Veröffentlicht am: 18.10.2024 von Fachanwaltskanzlei für Benden
Der Begriff des Bargeldes umfasst in aller Regel das physische Bargeld in Form von Scheinen und Münzen. Eine Erbin sah das ganz anders.
Testamente, Erbscheinverfahren und Streit in der Erbengemeinschaft
Rechtsanwalt Benden, Fachanwalt für Erbrecht und Testamentsvollstrecker, bloggt für Sie aus dem Erbrecht:
Erbstreit – Auslegung des Begriffs „vorhandenes Bargeld“
Der Begriff des Bargeldes umfasst in aller Regel das physische Bargeld in Form von Scheinen und Münzen. Insbesondere spricht das Indiz einer wirtschaftlich erfahrenen Erblasserin für eine wörtliche Auslegung dieses Begriffs. (OLG München – Beschluss vom 05.04.2022 – 33 U 1473/21)
Der Fall
Im vorliegenden Fall errichtete die Erblasserin ein privatschriftliches Testament und setzte in ihrem Testament ein Vermächtnis ein.
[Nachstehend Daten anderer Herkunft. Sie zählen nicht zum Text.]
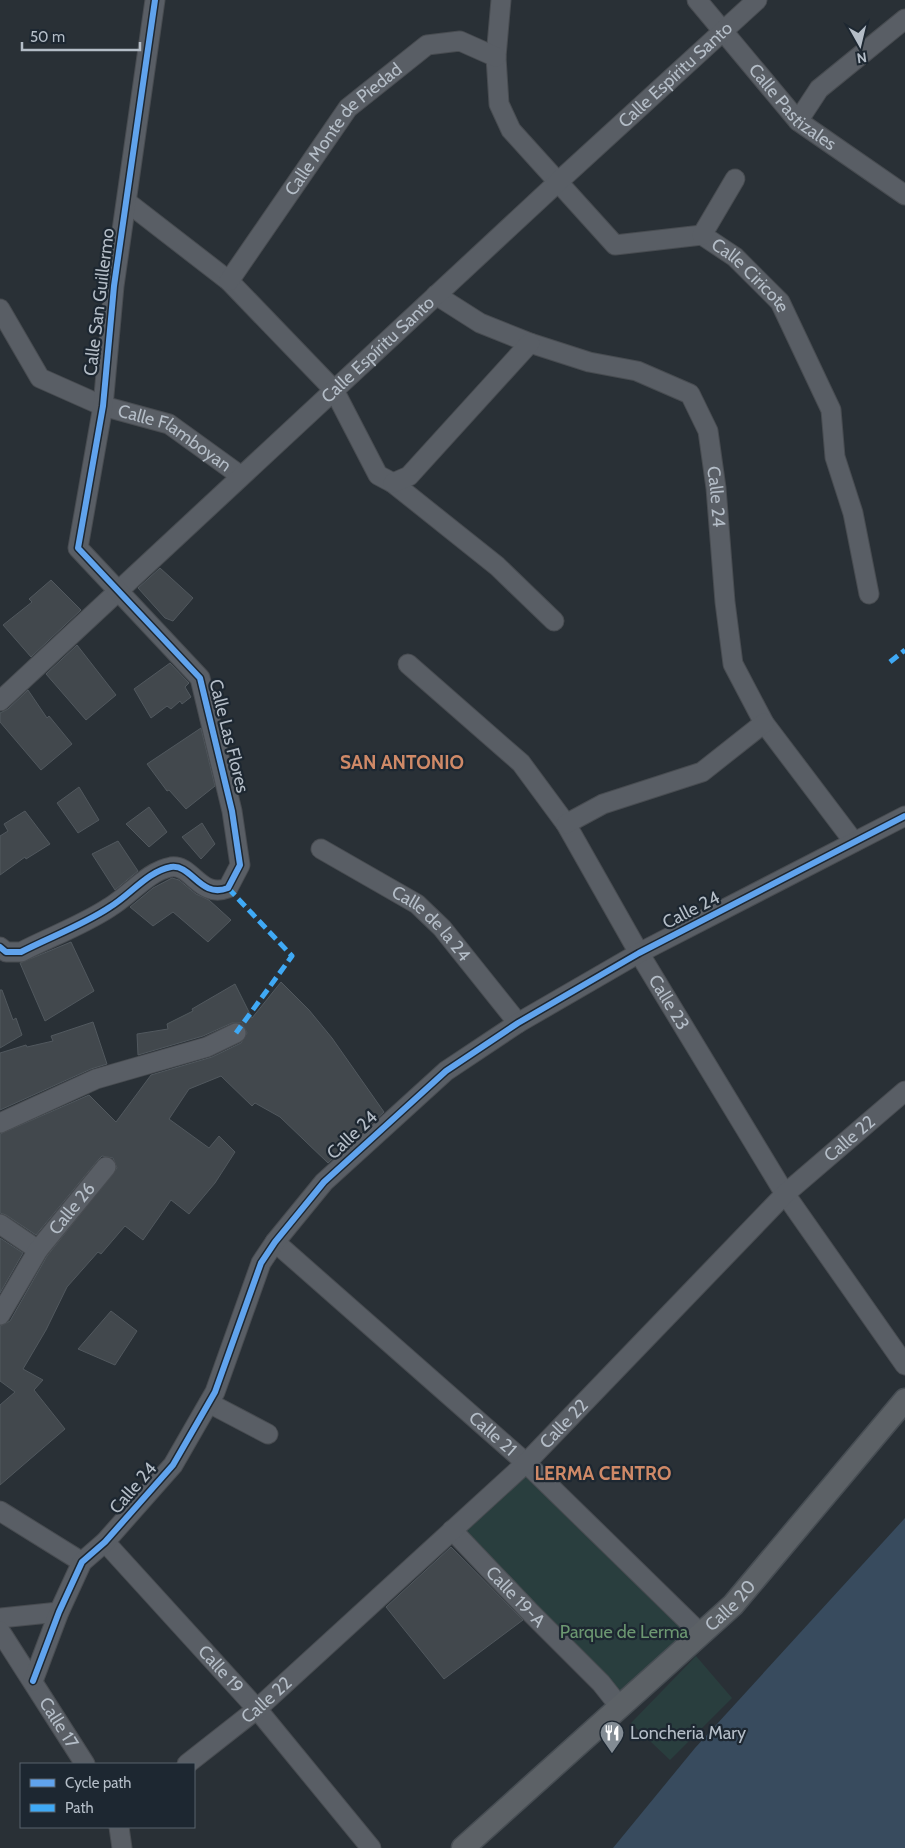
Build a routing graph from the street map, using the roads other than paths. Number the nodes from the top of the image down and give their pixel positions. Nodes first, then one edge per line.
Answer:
1 (155, 0) edge
2 (501, 0) edge
3 (696, 0) edge
4 (757, 0) edge
5 (905, 19) edge
6 (723, 33) junction
7 (496, 57) junction
8 (798, 122) junction
9 (735, 179) dead end
10 (558, 182) junction
11 (905, 195) edge
12 (127, 202) junction
13 (702, 235) junction
14 (229, 281) junction
15 (436, 295) junction
16 (0, 309) edge
17 (530, 343) junction
18 (334, 390) junction
19 (103, 406) junction
20 (241, 476) junction
21 (393, 483) junction
22 (117, 592) junction
23 (869, 594) dead end
24 (554, 621) dead end
25 (408, 664) dead end
26 (0, 702) edge
27 (764, 723) junction
28 (905, 816) edge
29 (566, 824) junction
30 (854, 842) junction
31 (321, 849) dead end
32 (3, 950) edge
33 (639, 953) junction
34 (518, 1023) junction
35 (236, 1033) dead end
36 (905, 1091) edge
37 (0, 1123) edge
38 (106, 1167) dead end
39 (785, 1194) junction
40 (0, 1224) edge
41 (275, 1242) junction
42 (38, 1250) junction
43 (0, 1315) edge
44 (905, 1365) edge
45 (905, 1400) edge
46 (209, 1403) junction
47 (268, 1434) dead end
48 (526, 1463) junction
49 (0, 1511) edge
50 (452, 1530) junction
51 (104, 1542) junction
52 (82, 1562) junction
53 (59, 1612) junction
54 (0, 1618) edge
55 (0, 1631) edge
56 (701, 1634) junction
57 (33, 1681) junction
58 (620, 1707) junction
59 (257, 1709) junction
60 (84, 1763) edge
61 (188, 1763) edge
62 (119, 1828) edge
63 (122, 1848) edge
64 (371, 1848) edge
65 (463, 1848) edge

1 - 12 street, Calle San Guillermo
2 - 7 street, Calle Ciricote
3 - 6 street, Calle Pastizales
4 - 6 street, Calle Espíritu Santo
5 - 8 street
6 - 8 street, Calle Pastizales
6 - 10 street, Calle Espíritu Santo
7 - 10 street, Calle Ciricote
7 - 14 street, Calle Monte de Piedad
8 - 11 street, Calle Pastizales
9 - 13 street
10 - 13 street, Calle Ciricote
10 - 15 street, Calle Espíritu Santo
12 - 14 street
12 - 19 street, Calle San Guillermo
13 - 23 street, Calle Ciricote
14 - 18 street
15 - 17 street, Calle 24
15 - 18 street, Calle Espíritu Santo
16 - 19 street, Calle Flamboyan
17 - 21 street
17 - 27 street, Calle 24
18 - 20 street, Calle Espíritu Santo
18 - 21 street
19 - 20 street, Calle Flamboyan
19 - 22 street, Calle San Guillermo
20 - 22 street, Calle Espíritu Santo
21 - 24 street
22 - 26 street, Calle Espíritu Santo
22 - 32 street, Calle Las Flores
25 - 29 street, Calle 23
27 - 29 street
27 - 30 street, Calle 24
28 - 30 street, Calle 24
29 - 33 street, Calle 23
30 - 33 street, Calle 24
31 - 34 street, Calle de la 24
33 - 34 street, Calle 24
33 - 39 street, Calle 23
34 - 41 street, Calle 24
35 - 37 street
36 - 39 street, Calle 22
38 - 42 street, Calle 26
39 - 44 street, Calle 23
39 - 48 street, Calle 22
40 - 42 street, Calle 26
41 - 46 street, Calle 24
41 - 48 street, Calle 21
42 - 43 street, Calle 26
45 - 56 main road, Calle 20
46 - 47 street
46 - 51 street, Calle 24
48 - 50 street, Calle 22
48 - 56 street, Calle 21
49 - 52 street
50 - 58 street, Calle 19-A
50 - 59 street, Calle 22
51 - 52 street, Calle 24
51 - 59 street, Calle 19
52 - 53 street, Calle 24
53 - 54 street
53 - 57 street, Calle 24
55 - 57 street, Calle 17
56 - 58 main road, Calle 20
57 - 60 street, Calle 17
58 - 65 main road, Calle 20
59 - 61 street, Calle 22
59 - 64 street, Calle 19
62 - 63 street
Das Vermächtnis ordnete die Aufteilung ihres vorhandenen Bargeldes an. Eines dieser Teile ging zugunsten des späteren Klägers.
Definition von „Bargeld“
Nach dem Ableben der Erblasserin zahlten die Erben dem Vermächtnisnehmer seinen aus dem Vermächtnis zugesprochenen Teil aus dem zum Erbfall vorhandenen Bargeld – in Form von Scheinen und Münzen – aus. Der Vermächtnisnehmer gab sich damit jedoch nicht zufrieden und war der Auffassung, dass mit der Formulierung „vorhandenes Bargeld“ nicht nur Scheine und Münzen, sondern vielmehr auch private Bankkonten der Erblasserin gemeint seien.
Landgericht weist Klage ab
Der Vermächtnisnehmer erhob daraufhin Klage gegen die Erben vor dem zuständigen Landgericht. Das Landgericht wies die Klage jedoch ab. Mit dieser Entscheidung gab sich der Vermächtnisnehmer nicht zufrieden und legte Berufung zum Oberlandesgericht ein.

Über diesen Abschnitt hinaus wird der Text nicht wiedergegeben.